# Data in this exercise:
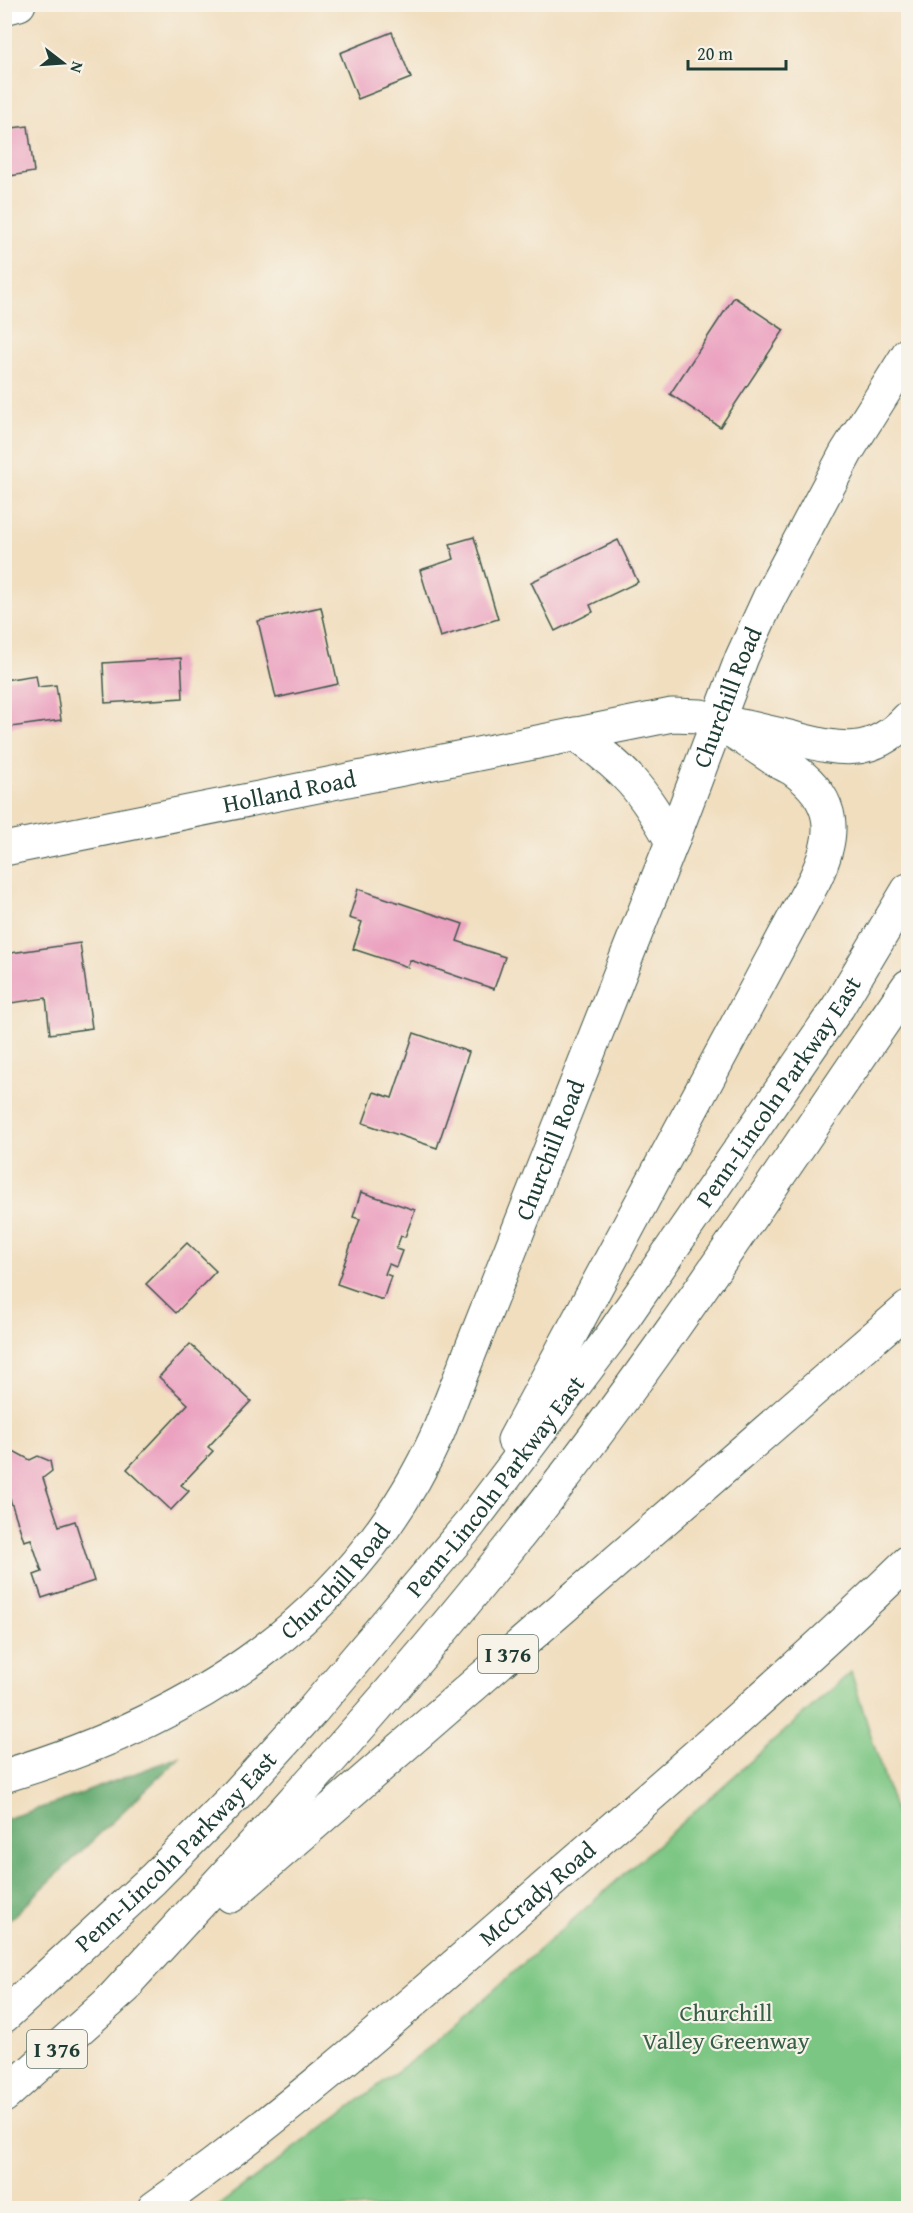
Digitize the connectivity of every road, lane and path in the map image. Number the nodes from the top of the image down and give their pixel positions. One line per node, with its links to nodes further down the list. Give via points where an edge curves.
1 (19, 4): 2 (main road)
2 (4, 8)
3 (909, 354): 5 (main road, Churchill Road, via 846,453 802,534 760,618)
4 (909, 718): 5 (main road, Holland Road, via 885,738 848,748 808,744)
5 (716, 721): 6 (main road, Holland Road, via 672,715); 7 (main road, Churchill Road); 14 (main road, via 792,769 819,793 827,808 829,844 815,879)
6 (575, 735): 7 (main road, via 608,757 640,789); 8 (main road, Holland Road)
7 (672, 842): 16 (main road, Churchill Road, via 438,1433 423,1466 387,1522 332,1591 300,1623 231,1674 105,1741)
8 (4, 849)
9 (909, 890): 12 (main road, Penn-Lincoln Parkway East / I 376)
10 (909, 911): 12 (main road)
11 (909, 986): 17 (main road, via 648,1365 519,1536 356,1732)
12 (838, 1007): 14 (main road, Penn-Lincoln Parkway East / I 376, via 610,1338)
13 (909, 1308): 17 (main road, I 376)
14 (469, 1525): 18 (main road, Penn-Lincoln Parkway East / I 376, via 321,1701 234,1797 145,1887)
15 (909, 1562): 20 (main road, McCrady Road, via 738,1720 375,2035 283,2112)
16 (4, 1776)
17 (109, 2002): 19 (main road, I 376)
18 (4, 2016)
19 (4, 2096)
20 (154, 2208)

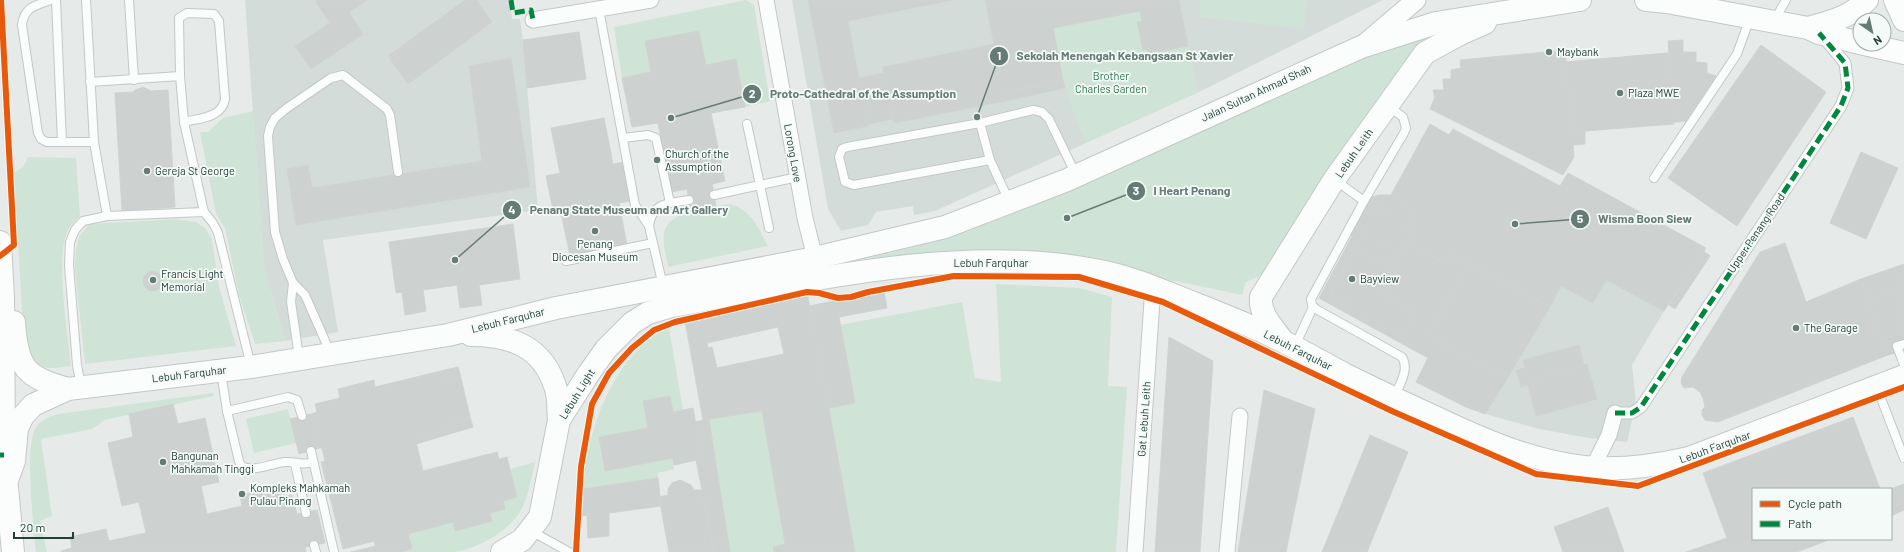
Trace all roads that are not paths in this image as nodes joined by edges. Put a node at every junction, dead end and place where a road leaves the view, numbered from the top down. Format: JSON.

# Task prompt:
Give an exact copy of the entries, excluding all pictures.

# Result for this task:
Digitize the connectivity of every road, lane and path in the map image. Number the nodes from the top of the image down and give their pixel positions. One line per node, with its links to nodes further down the list. Give via points where an edge curves.
1 (19, 4): 2 (main road)
2 (4, 8)
3 (909, 354): 5 (main road, Churchill Road, via 846,453 802,534 760,618)
4 (909, 718): 5 (main road, Holland Road, via 885,738 848,748 808,744)
5 (716, 721): 6 (main road, Holland Road, via 672,715); 7 (main road, Churchill Road); 14 (main road, via 792,769 819,793 827,808 829,844 815,879)
6 (575, 735): 7 (main road, via 608,757 640,789); 8 (main road, Holland Road)
7 (672, 842): 16 (main road, Churchill Road, via 438,1433 423,1466 387,1522 332,1591 300,1623 231,1674 105,1741)
8 (4, 849)
9 (909, 890): 12 (main road, Penn-Lincoln Parkway East / I 376)
10 (909, 911): 12 (main road)
11 (909, 986): 17 (main road, via 648,1365 519,1536 356,1732)
12 (838, 1007): 14 (main road, Penn-Lincoln Parkway East / I 376, via 610,1338)
13 (909, 1308): 17 (main road, I 376)
14 (469, 1525): 18 (main road, Penn-Lincoln Parkway East / I 376, via 321,1701 234,1797 145,1887)
15 (909, 1562): 20 (main road, McCrady Road, via 738,1720 375,2035 283,2112)
16 (4, 1776)
17 (109, 2002): 19 (main road, I 376)
18 (4, 2016)
19 (4, 2096)
20 (154, 2208)

Trace all roads that are not paths in this image as nodes joined by edges. Put a node at every junction, dead end and place where a road leaves the view, numbered from the top down. Format: JSON.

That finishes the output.